*** Provided data ***

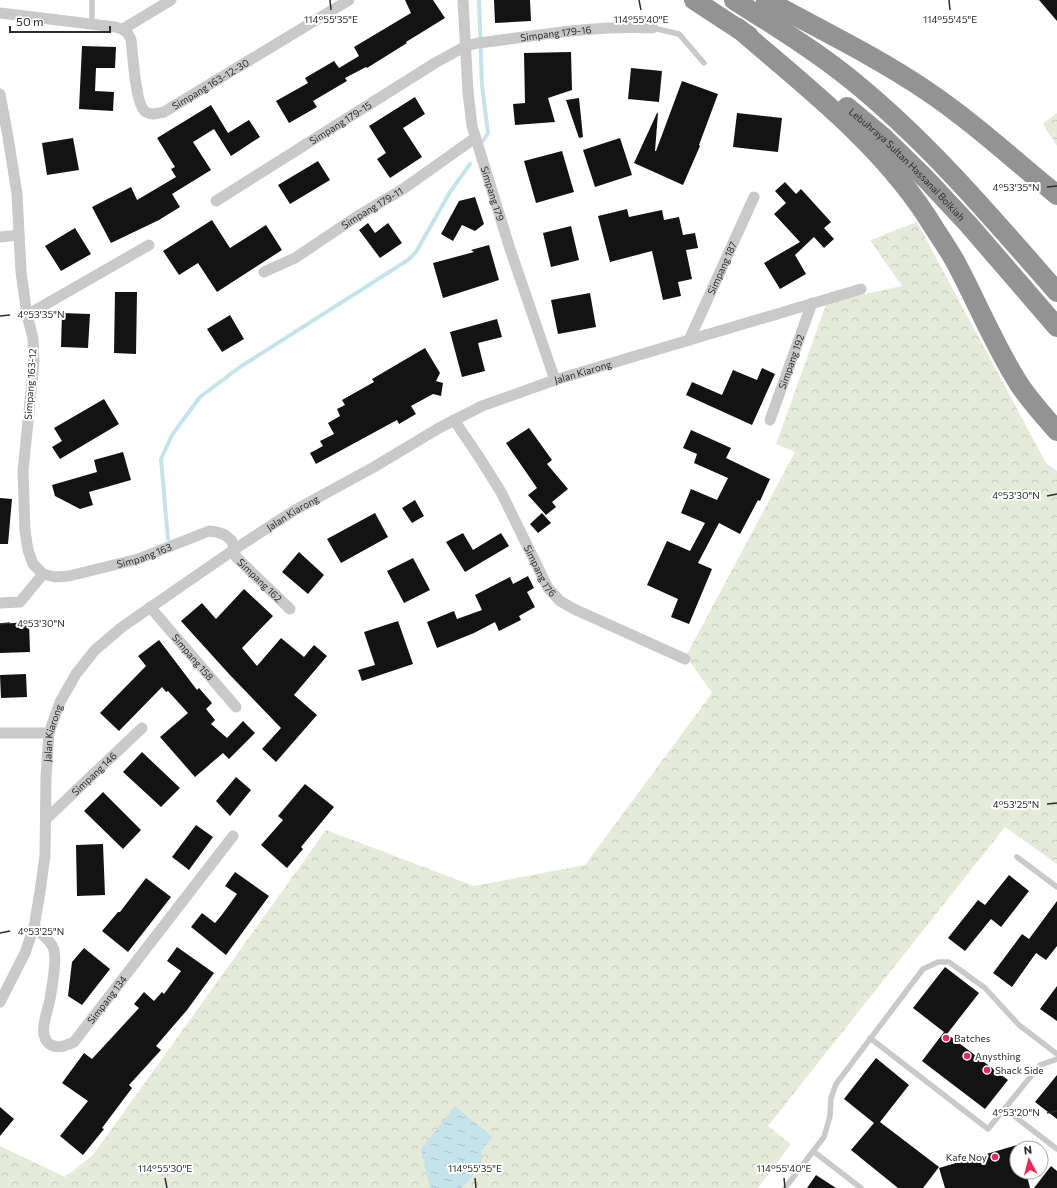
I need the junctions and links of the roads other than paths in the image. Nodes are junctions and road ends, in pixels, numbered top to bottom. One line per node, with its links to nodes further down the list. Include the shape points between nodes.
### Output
1 (92, 0): 9 (lane)
2 (171, 0): 12 (street)
3 (349, 0): 12 (street, Simpang 163-12-30, via 164,112 155,114 146,112 140,106 132,40 129,33)
4 (463, 0): 13 (street, Simpang 179)
5 (694, 0): 11 (highway, Lebuhraya Sultan Hassanal Bolkiah)
6 (734, 0): 25 (highway, via 806,45 854,82 904,126 944,166)
7 (766, 0): 17 (highway, via 926,91)
8 (0, 13): 9 (street)
9 (92, 24): 12 (street)
10 (653, 28): 13 (street, Simpang 179-16, via 606,28); 14 (lane, Simpang 179-16, via 679,34)
11 (738, 28): 28 (highway, Lebuhraya Sultan Hassanal Bolkiah, via 819,84 883,137 964,219); 33 (highway, via 840,116 883,159 925,214 954,261 1019,385)
12 (123, 30)
13 (466, 46): 16 (street, Simpang 179, via 469,99); 19 (street, Simpang 179-15)
14 (704, 63)
15 (0, 94): 20 (street, Simpang 163-12, via 16,194)
16 (475, 138): 23 (street, Simpang 179-11, via 404,189 356,217 295,258); 30 (street, Simpang 179)
17 (1057, 195)
18 (754, 197): 29 (street, Simpang 187)
19 (216, 201)
20 (19, 235): 21 (street); 27 (street, Simpang 163-12)
21 (0, 237)
22 (149, 245): 27 (street)
23 (264, 272)
24 (861, 289): 26 (street, Jalan Kiarong)
25 (1057, 292)
26 (812, 303): 29 (street, Jalan Kiarong); 32 (street, Simpang 192)
27 (27, 315): 35 (street, Simpang 163-12, via 33,338 34,362 23,471 24,514 28,550 33,564)
28 (1057, 327)
29 (690, 338): 30 (street, Jalan Kiarong)
30 (555, 380): 31 (street, Jalan Kiarong, via 482,406)
31 (454, 420): 34 (street, Jalan Kiarong, via 295,510); 39 (street, Simpang 176, via 500,492 548,588 560,601)
32 (770, 420)
33 (1057, 431)
34 (235, 549): 35 (street, Simpang 163, via 232,541 225,535 209,531 138,559 69,576 55,577); 37 (street, Jalan Kiarong); 38 (street, Simpang 162, via 236,557)
35 (43, 574): 36 (street, via 20,602)
36 (0, 603)
37 (150, 607): 40 (street, Simpang 158); 43 (street, Jalan Kiarong, via 95,650 66,691)
38 (290, 609)
39 (685, 659)
40 (236, 707)
41 (142, 728): 44 (street, Simpang 146)
42 (0, 733): 43 (street)
43 (49, 733): 44 (street, Jalan Kiarong)
44 (46, 819): 48 (street, Jalan Kiarong, via 45,855)
45 (233, 836): 48 (street, Simpang 134, via 74,1042 64,1047 47,1042 44,1034 54,949 49,940)
46 (1017, 857): 47 (lane)
47 (1057, 887)
48 (34, 927): 49 (street, Jalan Kiarong, via 26,953)
49 (0, 1002)
50 (870, 1038): 51 (lane, via 923,969 938,962 949,962 985,988 1019,1025); 53 (lane, via 988,1129); 55 (lane, via 836,1084 824,1137)
51 (1057, 1054)
52 (1057, 1059): 53 (lane, via 1040,1065)
53 (1005, 1109): 54 (lane)
54 (1057, 1149)
55 (813, 1151): 56 (lane); 57 (lane)
56 (785, 1188)
57 (862, 1188)

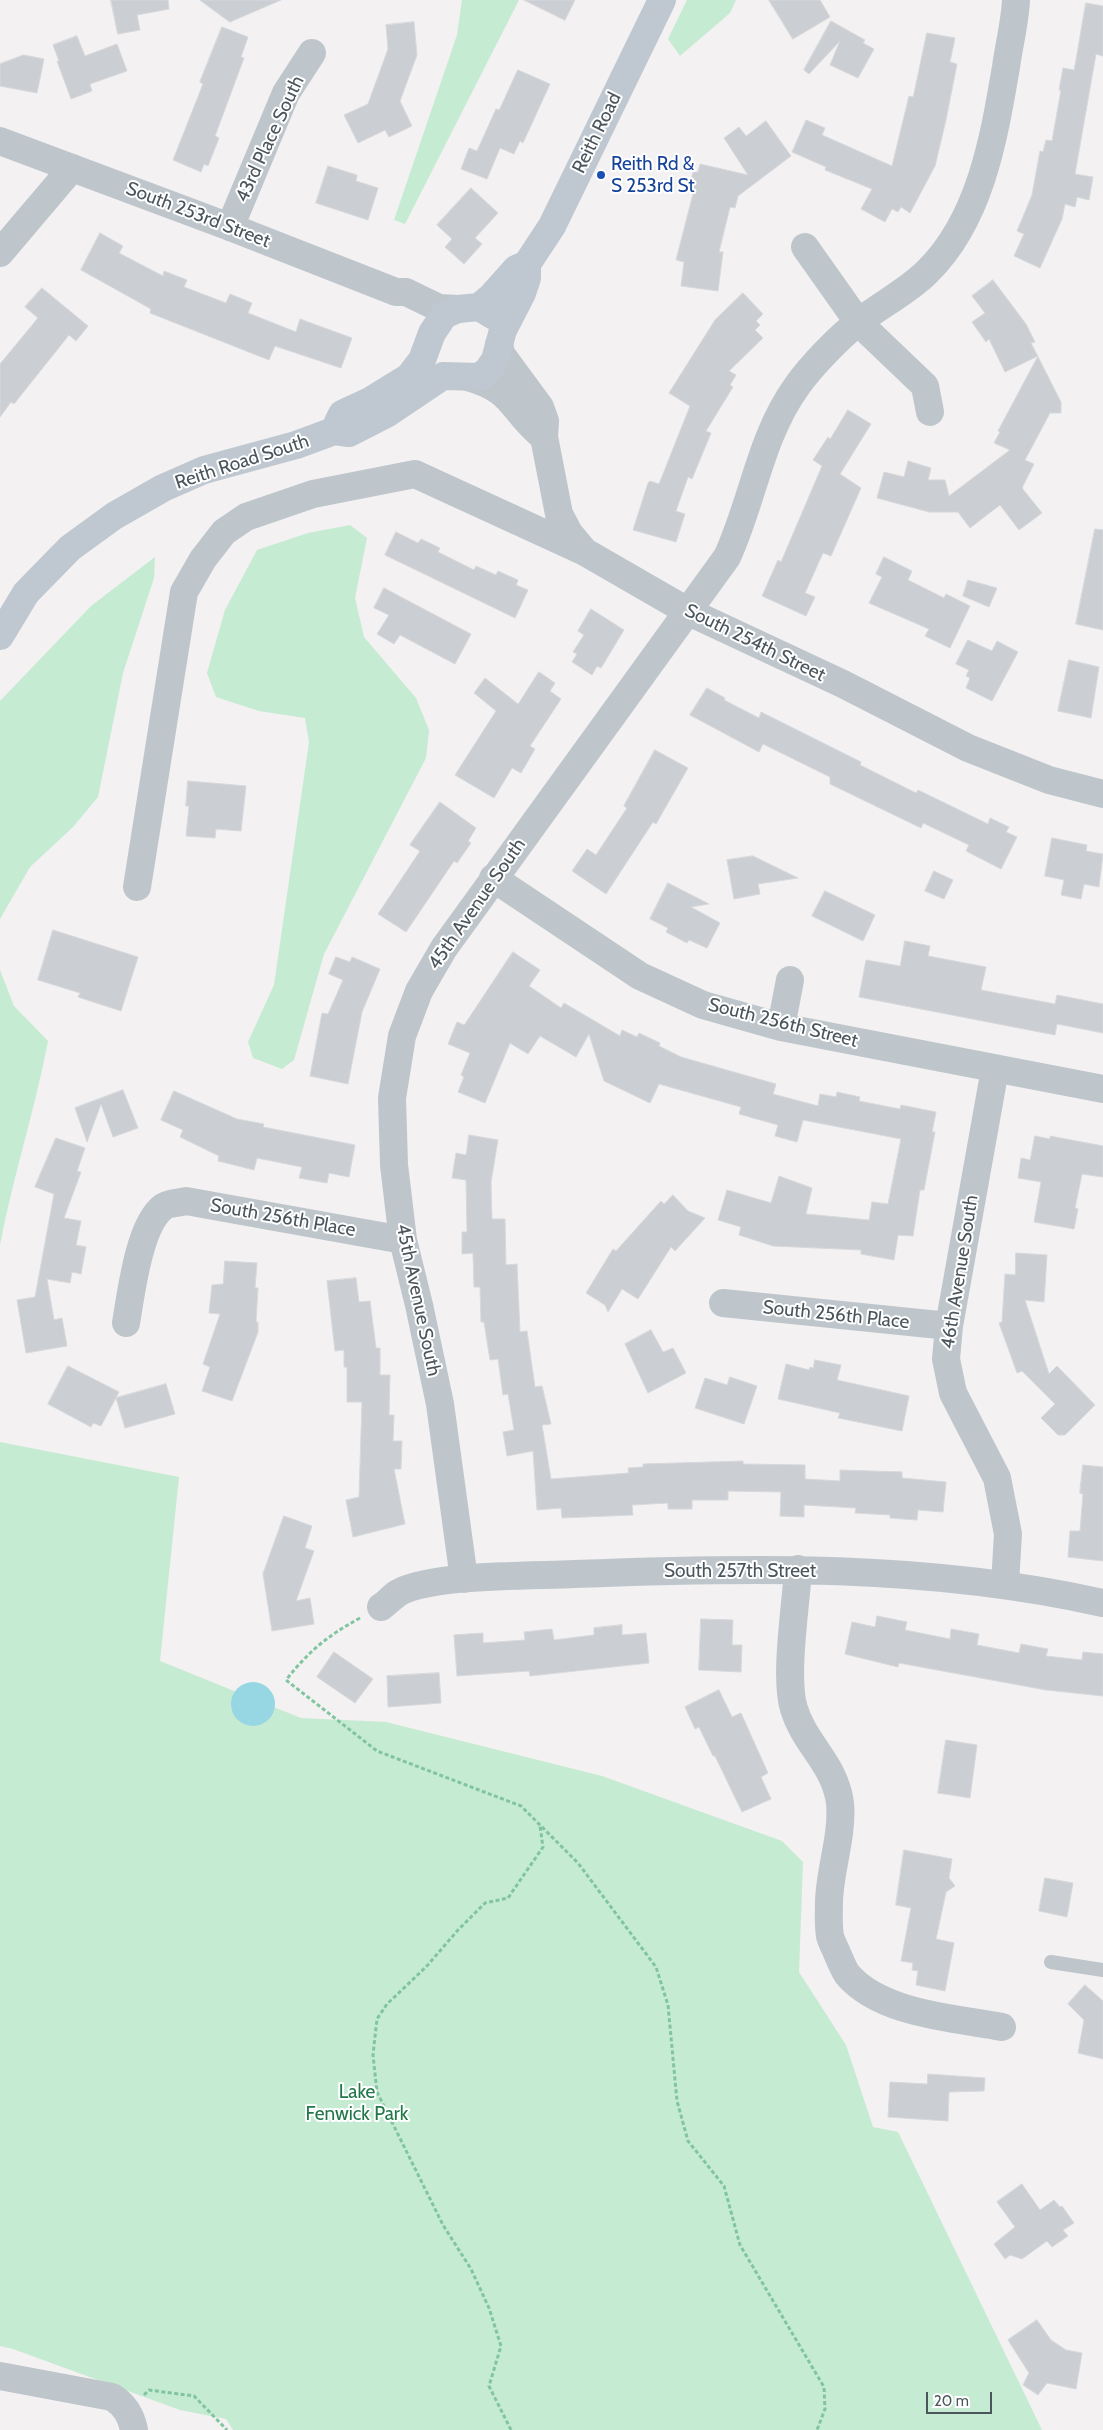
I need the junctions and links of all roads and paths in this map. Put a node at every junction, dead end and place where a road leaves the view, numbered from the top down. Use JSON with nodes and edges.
{"nodes":[{"id":1,"x":662,"y":0,"type":"edge"},
{"id":2,"x":1016,"y":0,"type":"edge"},
{"id":3,"x":312,"y":52,"type":"dead end"},
{"id":4,"x":0,"y":141,"type":"edge"},
{"id":5,"x":72,"y":168,"type":"junction"},
{"id":6,"x":230,"y":227,"type":"junction"},
{"id":7,"x":805,"y":247,"type":"dead end"},
{"id":8,"x":0,"y":253,"type":"edge"},
{"id":9,"x":527,"y":264,"type":"junction"},
{"id":10,"x":396,"y":292,"type":"junction"},
{"id":11,"x":468,"y":308,"type":"junction"},
{"id":12,"x":858,"y":322,"type":"junction"},
{"id":13,"x":429,"y":342,"type":"junction"},
{"id":14,"x":499,"y":344,"type":"junction"},
{"id":15,"x":460,"y":376,"type":"junction"},
{"id":16,"x":930,"y":412,"type":"dead end"},
{"id":17,"x":334,"y":430,"type":"junction"},
{"id":18,"x":544,"y":437,"type":"junction"},
{"id":19,"x":585,"y":552,"type":"junction"},
{"id":20,"x":689,"y":612,"type":"junction"},
{"id":21,"x":0,"y":636,"type":"edge"},
{"id":22,"x":1103,"y":794,"type":"edge"},
{"id":23,"x":493,"y":878,"type":"junction"},
{"id":24,"x":136,"y":887,"type":"dead end"},
{"id":25,"x":790,"y":980,"type":"dead end"},
{"id":26,"x":781,"y":1027,"type":"junction"},
{"id":27,"x":995,"y":1069,"type":"junction"},
{"id":28,"x":1103,"y":1089,"type":"edge"},
{"id":29,"x":403,"y":1240,"type":"junction"},
{"id":30,"x":723,"y":1303,"type":"dead end"},
{"id":31,"x":126,"y":1323,"type":"dead end"},
{"id":32,"x":949,"y":1326,"type":"junction"},
{"id":33,"x":798,"y":1569,"type":"junction"},
{"id":34,"x":464,"y":1579,"type":"junction"},
{"id":35,"x":1005,"y":1584,"type":"junction"},
{"id":36,"x":1103,"y":1603,"type":"edge"},
{"id":37,"x":381,"y":1607,"type":"joint"},
{"id":38,"x":540,"y":1826,"type":"junction"},
{"id":39,"x":1051,"y":1962,"type":"dead end"},
{"id":40,"x":1103,"y":1970,"type":"edge"},
{"id":41,"x":1002,"y":2027,"type":"dead end"},
{"id":42,"x":0,"y":2376,"type":"edge"},
{"id":43,"x":122,"y":2411,"type":"edge"},
{"id":44,"x":227,"y":2430,"type":"edge"},
{"id":45,"x":511,"y":2430,"type":"edge"},
{"id":46,"x":817,"y":2430,"type":"edge"}],
"edges":[{"from":1,"to":9,"type":"main road","name":"Reith Road"},
{"from":2,"to":12,"type":"street","name":"45th Avenue South"},
{"from":3,"to":6,"type":"street","name":"43rd Place South"},
{"from":4,"to":5,"type":"street","name":"South 253rd Street"},
{"from":5,"to":6,"type":"street","name":"South 253rd Street"},
{"from":5,"to":8,"type":"street"},
{"from":6,"to":10,"type":"street","name":"South 253rd Street"},
{"from":7,"to":12,"type":"street"},
{"from":9,"to":11,"type":"main road","name":"Reith Road"},
{"from":9,"to":14,"type":"main road","name":"Reith Road"},
{"from":10,"to":11,"type":"street","name":"South 253rd Street"},
{"from":10,"to":13,"type":"street"},
{"from":11,"to":13,"type":"main road","name":"Reith Road South"},
{"from":11,"to":14,"type":"main road"},
{"from":12,"to":16,"type":"street"},
{"from":12,"to":20,"type":"street","name":"45th Avenue South"},
{"from":13,"to":15,"type":"main road"},
{"from":13,"to":17,"type":"main road","name":"Reith Road South"},
{"from":14,"to":15,"type":"main road","name":"Reith Road South"},
{"from":14,"to":18,"type":"street"},
{"from":15,"to":17,"type":"main road","name":"Reith Road South"},
{"from":15,"to":18,"type":"street"},
{"from":17,"to":21,"type":"main road","name":"Reith Road South"},
{"from":18,"to":19,"type":"street"},
{"from":19,"to":20,"type":"street","name":"South 254th Street"},
{"from":19,"to":24,"type":"street","name":"South 254th Street"},
{"from":20,"to":22,"type":"street","name":"South 254th Street"},
{"from":20,"to":23,"type":"street","name":"45th Avenue South"},
{"from":23,"to":26,"type":"street","name":"South 256th Street"},
{"from":23,"to":29,"type":"street","name":"45th Avenue South"},
{"from":25,"to":26,"type":"street"},
{"from":26,"to":27,"type":"street","name":"South 256th Street"},
{"from":27,"to":28,"type":"street","name":"South 256th Street"},
{"from":27,"to":32,"type":"street","name":"46th Avenue South"},
{"from":29,"to":31,"type":"street","name":"South 256th Place"},
{"from":29,"to":34,"type":"street","name":"45th Avenue South"},
{"from":30,"to":32,"type":"street","name":"South 256th Place"},
{"from":32,"to":35,"type":"street","name":"46th Avenue South"},
{"from":33,"to":34,"type":"street","name":"South 257th Street"},
{"from":33,"to":35,"type":"street","name":"South 257th Street"},
{"from":33,"to":41,"type":"street"},
{"from":34,"to":37,"type":"street","name":"South 257th Street"},
{"from":35,"to":36,"type":"street","name":"South 257th Street"},
{"from":37,"to":38,"type":"path"},
{"from":38,"to":45,"type":"path"},
{"from":38,"to":46,"type":"path"},
{"from":39,"to":40,"type":"lane"},
{"from":42,"to":43,"type":"street"},
{"from":43,"to":44,"type":"path"}]}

***

* Exercise description
For the string "edges", filter the data and copy out each line where it occurs.

* Final answer
I need the junctions and links of all roads and paths in this map. Put a node at every junction, dead end and place where a road leaves the view, numbered from the top down. Use JSON with nodes and edges.
"edges":[{"from":1,"to":9,"type":"main road","name":"Reith Road"},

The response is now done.